Stored data entries:
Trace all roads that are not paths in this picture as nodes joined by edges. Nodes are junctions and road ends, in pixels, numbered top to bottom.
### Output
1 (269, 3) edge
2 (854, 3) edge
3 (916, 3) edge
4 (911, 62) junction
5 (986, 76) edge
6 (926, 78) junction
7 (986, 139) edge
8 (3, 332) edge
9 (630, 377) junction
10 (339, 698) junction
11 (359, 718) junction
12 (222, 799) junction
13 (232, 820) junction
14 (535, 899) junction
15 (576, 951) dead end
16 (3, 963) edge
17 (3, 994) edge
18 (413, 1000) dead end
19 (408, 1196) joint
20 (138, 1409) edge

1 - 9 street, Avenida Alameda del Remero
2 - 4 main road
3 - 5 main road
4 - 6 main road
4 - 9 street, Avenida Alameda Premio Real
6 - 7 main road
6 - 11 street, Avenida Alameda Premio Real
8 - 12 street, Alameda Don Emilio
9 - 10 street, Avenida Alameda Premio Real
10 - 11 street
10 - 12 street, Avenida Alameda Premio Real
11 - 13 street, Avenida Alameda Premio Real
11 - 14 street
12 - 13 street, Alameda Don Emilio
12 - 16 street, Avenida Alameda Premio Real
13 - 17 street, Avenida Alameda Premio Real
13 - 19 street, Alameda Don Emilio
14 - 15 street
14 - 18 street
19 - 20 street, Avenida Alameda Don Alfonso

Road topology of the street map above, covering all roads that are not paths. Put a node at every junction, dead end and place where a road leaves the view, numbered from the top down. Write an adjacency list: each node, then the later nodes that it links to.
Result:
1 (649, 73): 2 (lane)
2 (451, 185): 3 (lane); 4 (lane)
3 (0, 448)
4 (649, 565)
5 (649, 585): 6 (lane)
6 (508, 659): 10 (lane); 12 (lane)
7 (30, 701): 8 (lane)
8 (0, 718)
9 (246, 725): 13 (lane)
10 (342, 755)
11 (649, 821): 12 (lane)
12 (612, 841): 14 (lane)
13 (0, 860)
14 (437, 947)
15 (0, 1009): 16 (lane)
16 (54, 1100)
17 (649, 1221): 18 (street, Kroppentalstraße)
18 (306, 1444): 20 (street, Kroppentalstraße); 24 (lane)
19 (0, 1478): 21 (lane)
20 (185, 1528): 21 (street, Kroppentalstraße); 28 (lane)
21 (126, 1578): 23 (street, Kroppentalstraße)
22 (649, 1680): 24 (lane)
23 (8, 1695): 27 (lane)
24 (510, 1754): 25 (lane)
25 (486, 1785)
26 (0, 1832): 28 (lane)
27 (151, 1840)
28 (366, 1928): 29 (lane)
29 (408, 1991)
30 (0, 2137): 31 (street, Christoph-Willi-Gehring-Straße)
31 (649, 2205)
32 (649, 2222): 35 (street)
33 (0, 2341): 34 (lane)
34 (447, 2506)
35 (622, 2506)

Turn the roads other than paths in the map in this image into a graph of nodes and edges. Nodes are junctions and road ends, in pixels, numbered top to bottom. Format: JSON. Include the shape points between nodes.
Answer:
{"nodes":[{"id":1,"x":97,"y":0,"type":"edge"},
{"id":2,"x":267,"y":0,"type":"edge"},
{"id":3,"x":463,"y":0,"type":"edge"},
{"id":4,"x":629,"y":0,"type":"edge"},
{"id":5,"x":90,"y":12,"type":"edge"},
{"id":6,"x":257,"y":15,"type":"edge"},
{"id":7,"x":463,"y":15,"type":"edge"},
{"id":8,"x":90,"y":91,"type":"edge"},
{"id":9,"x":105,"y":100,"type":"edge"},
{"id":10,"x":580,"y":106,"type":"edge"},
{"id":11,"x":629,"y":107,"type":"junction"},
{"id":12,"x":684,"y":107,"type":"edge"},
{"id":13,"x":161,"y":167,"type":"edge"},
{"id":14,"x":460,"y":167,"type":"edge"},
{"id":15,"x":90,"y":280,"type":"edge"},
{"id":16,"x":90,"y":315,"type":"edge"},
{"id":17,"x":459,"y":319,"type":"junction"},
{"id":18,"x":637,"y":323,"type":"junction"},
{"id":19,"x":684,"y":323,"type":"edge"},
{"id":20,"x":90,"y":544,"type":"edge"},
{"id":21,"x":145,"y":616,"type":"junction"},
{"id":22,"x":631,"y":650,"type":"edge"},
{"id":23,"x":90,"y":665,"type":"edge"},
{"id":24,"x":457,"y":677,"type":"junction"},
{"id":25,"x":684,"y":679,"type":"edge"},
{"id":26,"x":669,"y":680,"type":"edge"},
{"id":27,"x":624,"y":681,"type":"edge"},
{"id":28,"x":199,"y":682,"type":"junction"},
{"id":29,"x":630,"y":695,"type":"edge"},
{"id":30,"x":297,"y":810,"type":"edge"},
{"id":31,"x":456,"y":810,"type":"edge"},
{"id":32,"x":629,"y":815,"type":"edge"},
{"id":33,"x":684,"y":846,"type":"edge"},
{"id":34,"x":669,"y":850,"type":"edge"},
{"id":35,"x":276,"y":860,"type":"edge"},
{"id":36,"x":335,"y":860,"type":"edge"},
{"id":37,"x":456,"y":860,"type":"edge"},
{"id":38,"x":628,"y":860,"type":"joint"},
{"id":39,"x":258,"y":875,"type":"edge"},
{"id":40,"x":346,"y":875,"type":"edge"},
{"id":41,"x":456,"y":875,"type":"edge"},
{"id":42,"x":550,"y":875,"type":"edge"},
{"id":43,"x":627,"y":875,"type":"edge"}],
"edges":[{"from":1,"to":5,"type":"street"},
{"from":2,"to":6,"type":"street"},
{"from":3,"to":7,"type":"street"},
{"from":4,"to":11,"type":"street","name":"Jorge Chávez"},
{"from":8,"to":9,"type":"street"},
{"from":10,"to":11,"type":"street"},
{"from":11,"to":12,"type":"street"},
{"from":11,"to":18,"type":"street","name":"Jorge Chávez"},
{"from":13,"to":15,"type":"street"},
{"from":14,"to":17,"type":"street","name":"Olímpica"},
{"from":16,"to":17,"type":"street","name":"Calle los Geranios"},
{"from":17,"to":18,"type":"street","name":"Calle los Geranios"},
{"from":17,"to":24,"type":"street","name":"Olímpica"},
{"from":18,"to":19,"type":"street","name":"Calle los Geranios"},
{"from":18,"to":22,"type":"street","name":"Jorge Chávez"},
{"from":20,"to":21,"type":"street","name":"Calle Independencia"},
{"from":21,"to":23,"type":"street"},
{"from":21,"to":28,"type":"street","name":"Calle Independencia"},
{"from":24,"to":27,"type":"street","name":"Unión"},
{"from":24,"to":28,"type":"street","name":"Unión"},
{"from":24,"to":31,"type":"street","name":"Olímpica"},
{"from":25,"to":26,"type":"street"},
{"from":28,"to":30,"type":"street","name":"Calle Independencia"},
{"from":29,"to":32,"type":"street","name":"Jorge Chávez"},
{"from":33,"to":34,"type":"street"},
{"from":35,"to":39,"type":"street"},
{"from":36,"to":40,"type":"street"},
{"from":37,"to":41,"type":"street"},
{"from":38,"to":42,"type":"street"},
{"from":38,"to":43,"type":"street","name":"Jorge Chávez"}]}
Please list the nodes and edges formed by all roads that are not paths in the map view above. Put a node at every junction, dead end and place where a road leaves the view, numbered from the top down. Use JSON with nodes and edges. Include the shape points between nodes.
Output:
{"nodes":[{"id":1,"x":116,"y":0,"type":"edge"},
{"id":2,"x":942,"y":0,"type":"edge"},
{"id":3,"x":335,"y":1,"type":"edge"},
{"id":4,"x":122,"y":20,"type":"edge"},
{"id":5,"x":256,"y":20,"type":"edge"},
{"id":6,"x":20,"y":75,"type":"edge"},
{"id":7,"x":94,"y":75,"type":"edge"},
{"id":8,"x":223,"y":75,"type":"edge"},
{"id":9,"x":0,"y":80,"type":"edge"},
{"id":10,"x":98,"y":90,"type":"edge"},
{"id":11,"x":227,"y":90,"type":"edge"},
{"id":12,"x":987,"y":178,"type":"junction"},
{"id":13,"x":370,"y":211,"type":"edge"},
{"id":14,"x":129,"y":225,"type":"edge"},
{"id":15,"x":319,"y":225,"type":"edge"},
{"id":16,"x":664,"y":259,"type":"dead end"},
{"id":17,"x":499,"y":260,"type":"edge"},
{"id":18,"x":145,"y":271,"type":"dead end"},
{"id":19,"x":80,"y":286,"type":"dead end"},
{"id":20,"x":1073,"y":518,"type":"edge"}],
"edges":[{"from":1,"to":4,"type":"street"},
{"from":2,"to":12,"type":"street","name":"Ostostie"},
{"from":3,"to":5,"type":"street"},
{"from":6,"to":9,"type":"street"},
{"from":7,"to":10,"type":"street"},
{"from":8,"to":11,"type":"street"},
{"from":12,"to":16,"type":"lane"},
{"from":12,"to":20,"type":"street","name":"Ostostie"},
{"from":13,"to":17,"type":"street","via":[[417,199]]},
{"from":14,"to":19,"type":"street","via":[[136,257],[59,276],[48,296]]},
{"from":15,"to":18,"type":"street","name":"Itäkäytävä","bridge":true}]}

▶ WORK ORDER
Line count for the string "points": please say how many lines in the entries above contain it, with no other words.

▶ SOLUTION FOR THIS TASK
2